South Dakota State University students in the Animal Science Department presented research and competed in the academic quadrathlon at the American Society of Animal Science Midwest Section meetings in Omaha, Nebraska, March 2-4. Madison Kovarna, a junior animal science major from Merrill, Iowa, won her division in the Undergraduate Research Poster Competition. The academic quadrathlon team placed in the top three in several divisions of the contest.
Kovarna presented a poster about her undergraduate research project titled, “Factors associated with birthing interval and total farrowing duration in sows and gilts within a production setting.” Kovarna worked with assistant professor Crystal Levesque on the project.
The purpose of their research was to evaluate the current farrowing protocol of sleeving, or manually checking a sow or gilt in active labor if the time between two piglets being born is longer than 20 minutes and to continue manually checking every 20 minutes until another piglet is born. She started working on the project in August 2019.
“We collected data about farrowing times of 80 litters from previous sow research projects and took a new spin on analyzing the data that was provided,” Kovarna said. “We analyzed total farrowing duration and birth interval and focused on four factors that could affect those times: feed intake time prior to farrowing, parity of the sow (how many litters she has had), litter size and piglet birth order. We found that of the four factors, the two that had statistical differences were litter size and piglet birth order.”
The litter size and piglet birth order had a significant effect on birth interval. Sows and gilts with larger litters had a shorter average interval between piglets being born. Piglets born first through fourth and after thirteenth had the longest interval between each piglet being born at close to an average of 30 minutes. Common industry assumption is an average of 20 minutes between each piglet being born. The piglets born fifth through twelfth averaged around 20 minutes between each piglet being born.
Their research showed the four factors did not significantly impact farrowing duration, however they found that parity two and three sows were the most efficient during the birthing process, parity four and five sows were the least efficient, and parity zero and one sows and gilts fell between them.

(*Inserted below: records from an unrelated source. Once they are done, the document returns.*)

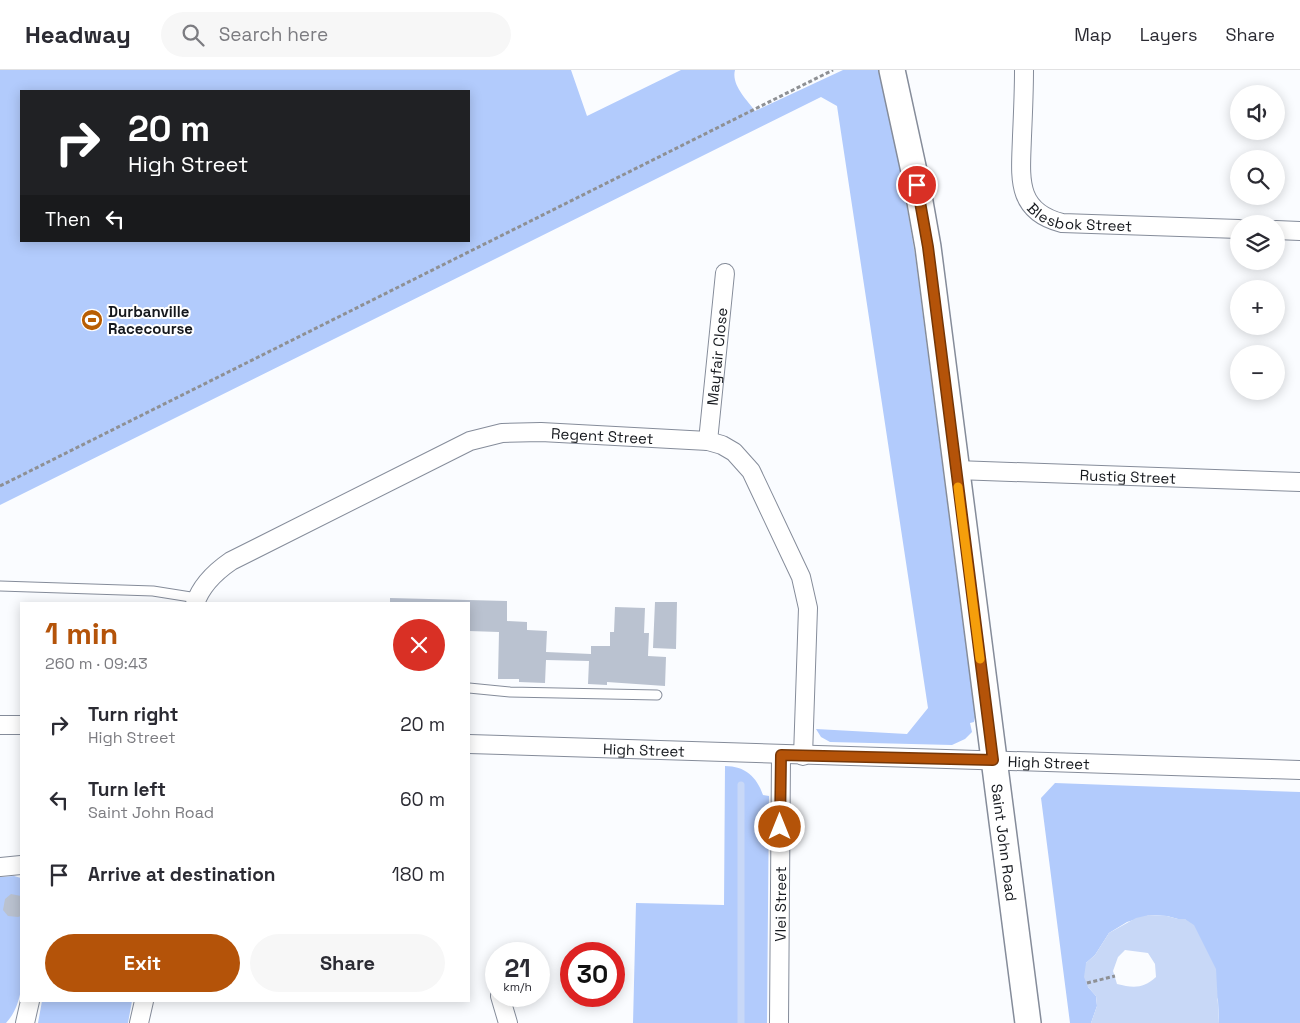 <!DOCTYPE html>
<html lang="en">
<head>
<meta charset="utf-8">
<style>
  :root { --surface:#fff; --page:#f7f7f7; --text:#2b2b33; --muted:#7c7c81; --line:#e1e1e2; --accent:#b45309 }
  body { margin:0; font-family:"Space Grotesk",sans-serif; background:var(--page); color:var(--text); height:100vh; display:flex; flex-direction:column; font-size:19px; white-space:nowrap }
  * { box-sizing:border-box; margin:0 }
  p { font-size:16px; color:var(--muted) }
  .icon { flex:none; width:28px; height:28px; fill:none; stroke:currentColor; stroke-width:2; stroke-linecap:round; stroke-linejoin:round }
  .map { position:relative; flex:1; overflow:hidden }
  .drawer { position:absolute; left:20px; top:532px; width:450px; height:400px; display:flex; flex-direction:column; background:var(--surface); border-radius:0px; box-shadow:0 2px 12px #0003 }
  .drawer>* { flex:none }
  .top-card { position:absolute; left:20px; top:20px; width:450px; height:152px; border-radius:0px; box-shadow:0 2px 12px #0003; background:#202124; color:#fff; overflow:hidden }
  .buttons { position:absolute; left:1230px; top:15px; display:grid; gap:10px }
  .buttons a { display:grid; place-items:center; width:55px; height:55px; border-radius:50%; background:var(--surface); box-shadow:0 2px 12px #0003; font-size:25px }
  .speed { position:absolute; left:485px; top:872px; display:flex; gap:10px; font-size:25px; font-weight:700; text-align:center }
  .speed>* { display:grid; place-content:center; width:65px; height:65px; border-radius:50%; background:var(--surface); box-shadow:0 2px 12px #0003; line-height:1 }
  .speed small { font-size:12px; font-weight:400 }
  .speed .limit { border:8px solid #d22; background:#fff; color:#111 }
  .pin { position:absolute; display:grid; place-items:center; width:42px; height:42px; color:#fff; margin:-21px; border:2px solid #fff; border-radius:50%; box-shadow:0 1px 5px #0007 }
  .me { position:absolute; width:55px; margin:-28px; rotate:0deg; stroke-linejoin:round; filter:drop-shadow(0 0 4px #0008) }
  .turn { display:flex; align-items:center; gap:18px; height:105px; padding:0 25px; font-size:22px }
  .turn .icon { width:65px; height:65px; stroke-width:2.5 }
  .turn b { display:block; font-size:35px; line-height:42px }
  .then { display:flex; align-items:center; height:48px; padding:0 25px; background:#0003; gap:10px; font-size:19px }
  .round { display:grid; place-items:center; flex:none; width:52px; height:52px; border-radius:26px; background:var(--page) }
  .summary { display:flex; align-items:center; justify-content:space-between; height:85px; padding:0 25px }
  h1 { font-size:30px; font-weight:600; line-height:38px; color:var(--accent) }
  .cta { display:flex; gap:10px; margin-top:auto; padding:10px 25px }
  .cta a { flex:1; height:58px; border-radius:30px; background:var(--accent); color:#fff; font-size:20px; font-weight:600; line-height:58px; text-align:center }
  .cta a+a { background:var(--page); color:var(--text) }
  ul { padding:0; list-style:none }
  li { display:flex; align-items:center; gap:15px; height:75px; padding:0 25px }
  li div { flex:1 }
  li b { display:block; font-size:19px }
  li em { font-style:normal }
  header { display:flex; align-items:center; gap:30px; box-sizing:border-box; height:70px; padding:0 25px; background:var(--surface); border-bottom:1px solid var(--line) }
  header strong { font-size:24px }
  nav { display:flex; gap:28px; margin-inline-start:auto; font-size:18px }
  .search { width:350px; height:45px; background:var(--page); display:flex; align-items:center; gap:12px; box-sizing:border-box; padding:0 18px; border-radius:28px; color:var(--muted); font-size:19px }
  .map>svg:first-child { display:block }
  .green { fill:#b2cbfc; fill-rule:evenodd }
  .water { fill:#c8d8f7; fill-rule:evenodd }
  .lines { fill:none; stroke-linecap:round; stroke-linejoin:round }
  .stream { stroke:#c8d8f7; stroke-width:7 }
  .building { fill:#bac2d0 }
  .service-casing { stroke:#858c9a; stroke-width:11 }
  .minor-casing { stroke:#858c9a; stroke-width:20 }
  .secondary-casing { stroke:#858c9a; stroke-width:28 }
  .path { stroke:#8e9094; stroke-width:3; stroke-dasharray:4 2.5; stroke-linecap:butt }
  .service { stroke:#fff; stroke-width:9 }
  .minor { stroke:#fff; stroke-width:18 }
  .secondary { stroke:#fff; stroke-width:25 }
  .route-casing { stroke:#753606; stroke-width:12 }
  .route { stroke:#b45309; stroke-width:9 }
  .slow { stroke:#f59e0b; stroke-width:9 }
  .labels { text-anchor:middle; dominant-baseline:central; stroke-width:4; stroke-linejoin:round; paint-order:stroke }
  .street-label { font-size:15px; fill:#15181d; stroke:#fff }
  .poi-label { font-size:15px; font-weight:bold; fill:#15181d; stroke:#fff; text-anchor:start }
</style>
</head>
<body>
<header>
<strong>Headway</strong>
<div class="search"><svg class="icon" aria-label="search" viewBox="0 0 24 24"><circle cx="10" cy="10" r="6"/><path d="M15 15l6 6"/></svg>Search here</div>
<nav><a>Map</a><a>Layers</a><a>Share</a></nav>
</header>
<div class="map">
<svg width="1300" height="953" viewBox="0 0 1300 953">
  <rect width="100%" height="100%" fill="#fafcff"/>
  <path class="green" d="M0,0h571l16,46 94,-46h54c-4,15 12,30 20,41l88,-41h36l23,108 13,77 60,462 -1,5 -4,1 2,9 -7,7 -13,6 -122,-3 -9,-5 -5,-8 91,5 21,-26 -91,-602 -16,-9 -821,408zM469,21v150h-448v-150z
    M725,696c20,0 32,11 38,29l6,1 -2,227h-134l3,-120 88,2z
    M1055,713l245,9v231h-81l-1,-23 -33,-81h-7l-11,-3 -17,-1 -23,7 -18,11 -14,22 -9,8 2,24 8,9 1,10 -6,17h-21l-29,-225z
    M14,806l7,2v112c-3,14 -6,23 -15,33h-6v-146z
    M42,931h90l-4,22h-90z"/>
  <path class="water" d="M1149,845l18,1 11,3h7l9,6 22,44 3,54h-128l6,-17 -1,-10 -8,-9 -4,-10 2,-14 9,-8 14,-22 27,-15zM1125,880l23,3 7,11 1,13c-13,12 -23,11 -39,7l-4,-13 5,-14z"/>
  <g class="lines">
    <path class="stream" d="M741,715v238"/>
  </g>
  <path class="building" d="M390,528l117,3v20l20,1v8l20,1 -1,21 45,2v-8h19v-14h4l1,-25 30,1 -1,25h5l-1,23 18,1 -1,29 -58,-4v3l-19,-1 1,-23 -43,-1 -1,23 -26,-1v-3h-21l1,-47 -30,-1v-27h-79z
    M655,532h22l-1,47 -23,-1z
    M11,824l10,2v20l-3,1 -10,-1 -5,-6 2,-11z"/>
  <g class="lines">
    <g class="service-casing">
      <path id="service" d="M0,516l153,5 44,7
        M469,618l41,4 147,3"/>
    </g>
    <g class="minor-casing">
      <g id="minor">
        <path id="s1" d="M1024,0c0,22 -1,44 -2,66 -1,39 -8,75 40,87l177,6"/>
        <path d="M1276,160l24,1"/>
        <path id="s2" d="M708,371l17,-168"/>
        <path id="s3" d="M956,400l344,12"/>
        <path id="s4" d="M195,534c6,-19 20,-32 36,-43l239,-120 32,-8 39,-1 167,9 14,4 12,7 17,19 50,106 7,31 -5,148"/>
        <path d="M0,655h21"/>
        <path id="s5" d="M469,674l831,26"/>
        <path d="M0,797l21,-2"/>
        <path d="M500,926l8,27"/>
        <path d="M25,953l5,-22"/>
        <path d="M139,953l5,-22"/>
        <path id="s6" d="M779,953l2,-268"/>
      </g>
    </g>
    <g class="secondary-casing">
      <g id="secondary">
        <path id="s7" d="M892,0l25,115 11,62 100,776"/>
      </g>
    </g>
    <path class="path" d="M0,416l833,-416
      M1087,913l28,-7"/>
    <use href="#service" class="service"/>
    <use href="#minor" class="minor"/>
    <use href="#secondary" class="secondary"/>
  </g>
  <g class="lines">
    <g class="route-casing">
      <path id="route" d="M780,757l1,-72 212,5 -65,-513 -11,-62"/>
    </g>
    <use href="#route" class="route"/>
    <path class="slow" d="M958,417l22,172"/>
  </g>
  <defs>
    <g id="stadium-disc" transform="scale(1.125)"><circle r="9.5" fill="#b85d02" stroke="#fff"/><path d="M0-5a6.5 5 0 1 0 0 10a6.5 5 0 1 0 0-10ZM-3.5-1.8h7v3.6h-7Z" fill="#fff"/></g>
  </defs>
  <g fill-rule="evenodd">
    <use href="#stadium-disc" x="92" y="250"/>
  </g>
  <g class="labels">
    <g class="street-label">
      <text stroke="none"><textPath href="#s1" startOffset="190">Blesbok Street</textPath></text>
      <text stroke="none"><textPath href="#s2" startOffset="85">Mayfair Close</textPath></text>
      <text stroke="none"><textPath href="#s4" startOffset="458">Regent Street</textPath></text>
      <text stroke="none"><textPath href="#s3" startOffset="172">Rustig Street</textPath></text>
      <text stroke="none"><textPath href="#s5" startOffset="175">High Street</textPath></text>
      <text stroke="none"><textPath href="#s5" startOffset="580">High Street</textPath></text>
      <text stroke="none"><textPath href="#s7" startOffset="781">Saint John Road</textPath></text>
      <text stroke="none"><textPath href="#s6" startOffset="119">Vlei Street</textPath></text>
    </g>
    <g class="poi-label">
      <text x="108" y="241">Durbanville<tspan x="108" dy="17">Racecourse</tspan></text>
    </g>
  </g>
</svg>
<div class="buttons">
<a><svg class="icon" aria-label="sound" viewBox="0 0 24 24"><path d="M4 9h4l5-4v14l-5-4H4zM17 9q2 3 0 6"/></svg></a>
<a><svg class="icon" aria-label="search" viewBox="0 0 24 24"><circle cx="10" cy="10" r="6"/><path d="M15 15l6 6"/></svg></a>
<a><svg class="icon" aria-label="layers" viewBox="0 0 24 24"><path d="M12 4l9 5-9 5-9-5zM3 14l9 5 9-5"/></svg></a>
<a>+</a>
<a>−</a>
</div>
<div class="speed"><div>21<small>km/h</small></div><div class="limit">30</div></div>
<div class="pin" style="left:917px;top:115px;background:#d93025"><svg class="icon" aria-label="arrive" viewBox="0 0 24 24"><path d="M6 21V4h12l-3 4 3 4H6"/></svg></div>
<svg class="me" style="left:780px;top:757px" viewBox="-20 -20 40 40"><circle r="17" fill="#b45309" stroke="#fff" stroke-width="3"/><path d="M0-11L8 9 0 5-8 9z" fill="#fff"/></svg>
<div class="top-card">
<div class="turn"><svg class="icon" aria-label="right" viewBox="0 0 24 24"><path d="M7 20v-9h11M14 6l5 5-5 5"/></svg><div><b>20 m</b>High Street</div></div>
<div class="then">Then<svg class="icon" aria-label="left" viewBox="0 0 24 24"><path d="M17 20v-9H6M10 6l-5 5 5 5"/></svg></div>
</div>
<section class="drawer">
<div class="summary"><div><h1>1 min</h1><p>260 m · 09:43</p></div><a class="round" style="background:#d93025;color:#fff"><svg class="icon" aria-label="close" viewBox="0 0 24 24"><path d="M6 6l12 12M18 6L6 18"/></svg></a></div>
<ul>
<li><svg class="icon" aria-label="right" viewBox="0 0 24 24"><path d="M7 20v-9h11M14 6l5 5-5 5"/></svg><div><b>Turn right</b><p>High Street</p></div><em>20 m</em></li>
<li><svg class="icon" aria-label="left" viewBox="0 0 24 24"><path d="M17 20v-9H6M10 6l-5 5 5 5"/></svg><div><b>Turn left</b><p>Saint John Road</p></div><em>60 m</em></li>
<li><svg class="icon" aria-label="arrive" viewBox="0 0 24 24"><path d="M6 21V4h12l-3 4 3 4H6"/></svg><div><b>Arrive at destination</b></div><em>180 m</em></li>
</ul>
<div class="cta"><a>Exit</a><a>Share</a></div>
</section>
</div>
</body>
</html>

“We concluded that sleeving protocols need to be revised with consideration for piglet birth order in which there is longer time between sleeving events, particularly for the first few piglets and after thirteen piglets,” Kovarna said.
Kovarna got involved with undergraduate research when her lab instructor in the Introduction to Animal Science course asked if she wanted to be an undergraduate assistant in the swine nutrition lab.
“From there I started analyzing a feed diet and slowly have become more involved with other projects and have conducted two as an undergraduate researcher,” Kovarna said. “I give undergraduate research credit for challenging me and allowing me to grow into a stronger student as well as a better individual. I have gained close relationships with many of the graduate students, faculty and industry specialists through working on projects and attending conferences. I have learned time management, verbal and written communication skills, and countless other skills.”
The academic quadrathlon team competed against 12 teams from other universities across the Upper Midwest and placed third in two of the four divisions that make up the regional contest. They placed third in the written exam and oral presentation divisions. The contest also included a lab practical and quiz bowl competition.
Team members included Sam Keating, sophomore animal science student from Winterset, Iowa; Logan Tesch, sophomore animal science student from Henderson, Minnesota; Madison Kovarna, junior animal science student from Merrill, Iowa; and Duncan Poindexter, sophomore animal science student from Greensboro, North Carolina.
“Competing in the academic quadrathlon was a great opportunity to talk to and learn from others that are in the same field of study,” Keating said.
The team qualified for the regional event by winning the local competition in which 19 teams participated.
The written exam covers disciplines of animal science including physiology, meat science, nutrition and breeding and genetics, and the team completes the exam together. For the oral presentation, each team is given 40 minutes to prepare a presentation after they select a topic from three possible topics related to animal agriculture. In the lab practical, the team demonstrates its ability to perform physical skills such as measuring heart rate on a horse, weighing and vaccinating a baby pig, and identifying meat processing equipment. The final division is a quiz bowl contest with questions on any topic relating to animal agriculture.
The participants were also able to attend presentations on current research in their areas of interest.